**Record extracts**
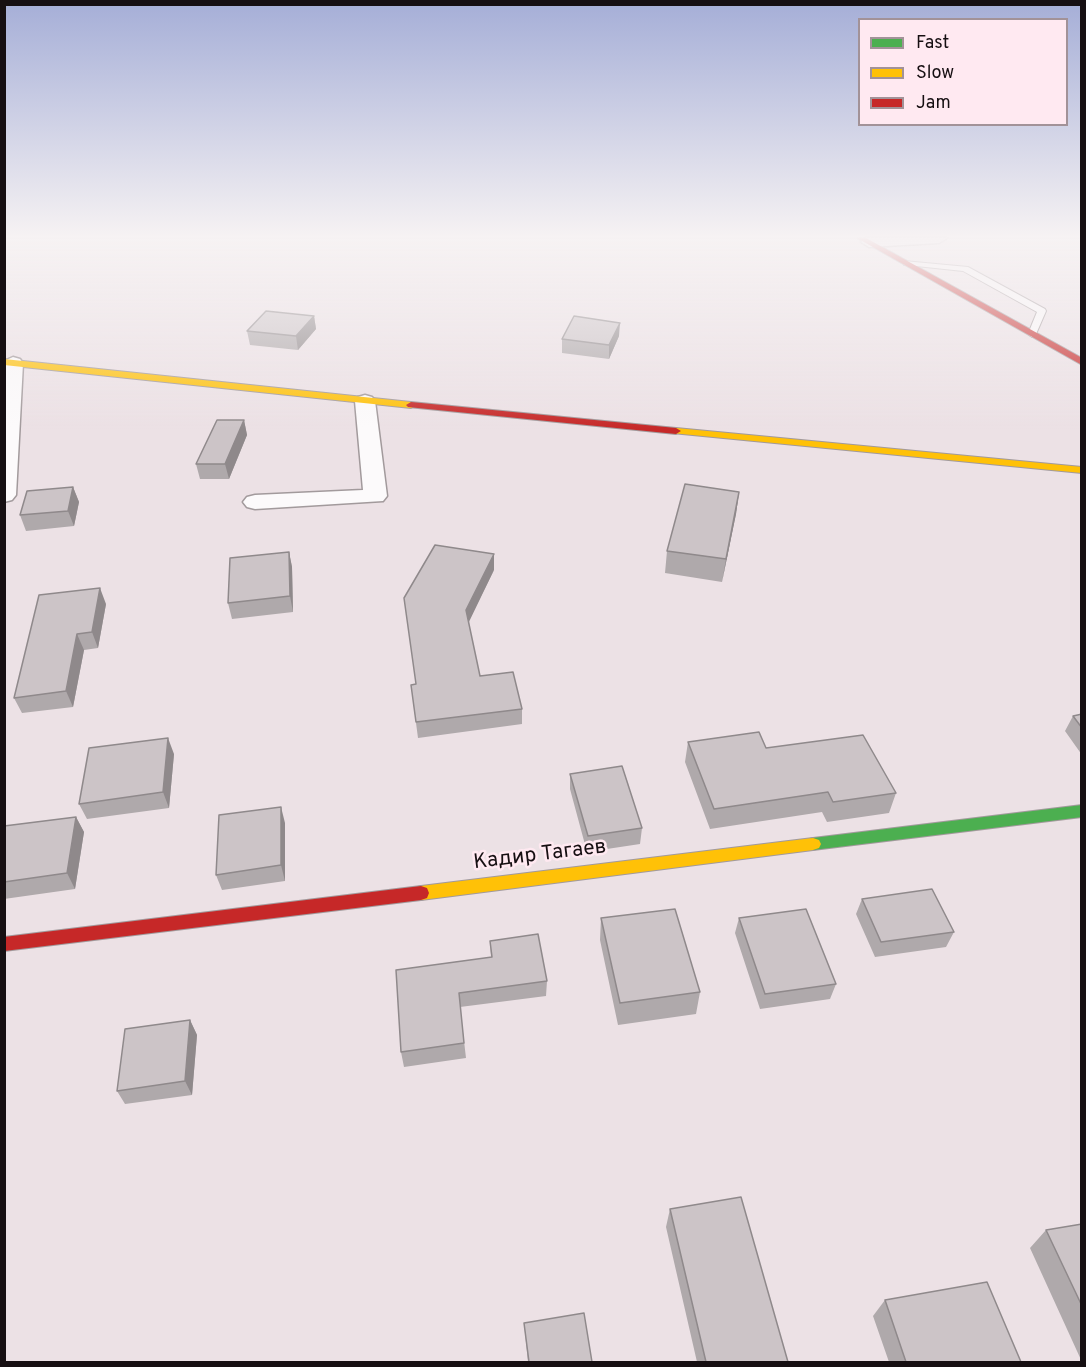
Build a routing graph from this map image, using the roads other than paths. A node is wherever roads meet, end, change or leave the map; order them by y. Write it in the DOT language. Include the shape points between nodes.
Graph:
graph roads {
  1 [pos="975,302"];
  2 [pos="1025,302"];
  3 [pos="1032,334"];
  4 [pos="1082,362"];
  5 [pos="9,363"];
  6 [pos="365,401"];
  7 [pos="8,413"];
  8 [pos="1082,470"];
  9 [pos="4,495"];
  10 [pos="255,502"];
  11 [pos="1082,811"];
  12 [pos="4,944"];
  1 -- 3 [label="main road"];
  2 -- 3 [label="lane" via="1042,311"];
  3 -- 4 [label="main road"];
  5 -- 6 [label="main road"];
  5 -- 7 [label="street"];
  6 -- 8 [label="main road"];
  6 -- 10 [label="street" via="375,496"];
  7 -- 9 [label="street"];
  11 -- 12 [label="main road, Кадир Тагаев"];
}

**Exercise instructions**
Apart from the pictures, every record must be set down exactly.

**Answer box**
Build a routing graph from this map image, using the roads other than paths. A node is wherever roads meet, end, change or leave the map; order them by y. Write it in the DOT language. Include the shape points between nodes.
Graph:
graph roads {
  1 [pos="975,302"];
  2 [pos="1025,302"];
  3 [pos="1032,334"];
  4 [pos="1082,362"];
  5 [pos="9,363"];
  6 [pos="365,401"];
  7 [pos="8,413"];
  8 [pos="1082,470"];
  9 [pos="4,495"];
  10 [pos="255,502"];
  11 [pos="1082,811"];
  12 [pos="4,944"];
  1 -- 3 [label="main road"];
  2 -- 3 [label="lane" via="1042,311"];
  3 -- 4 [label="main road"];
  5 -- 6 [label="main road"];
  5 -- 7 [label="street"];
  6 -- 8 [label="main road"];
  6 -- 10 [label="street" via="375,496"];
  7 -- 9 [label="street"];
  11 -- 12 [label="main road, Кадир Тагаев"];
}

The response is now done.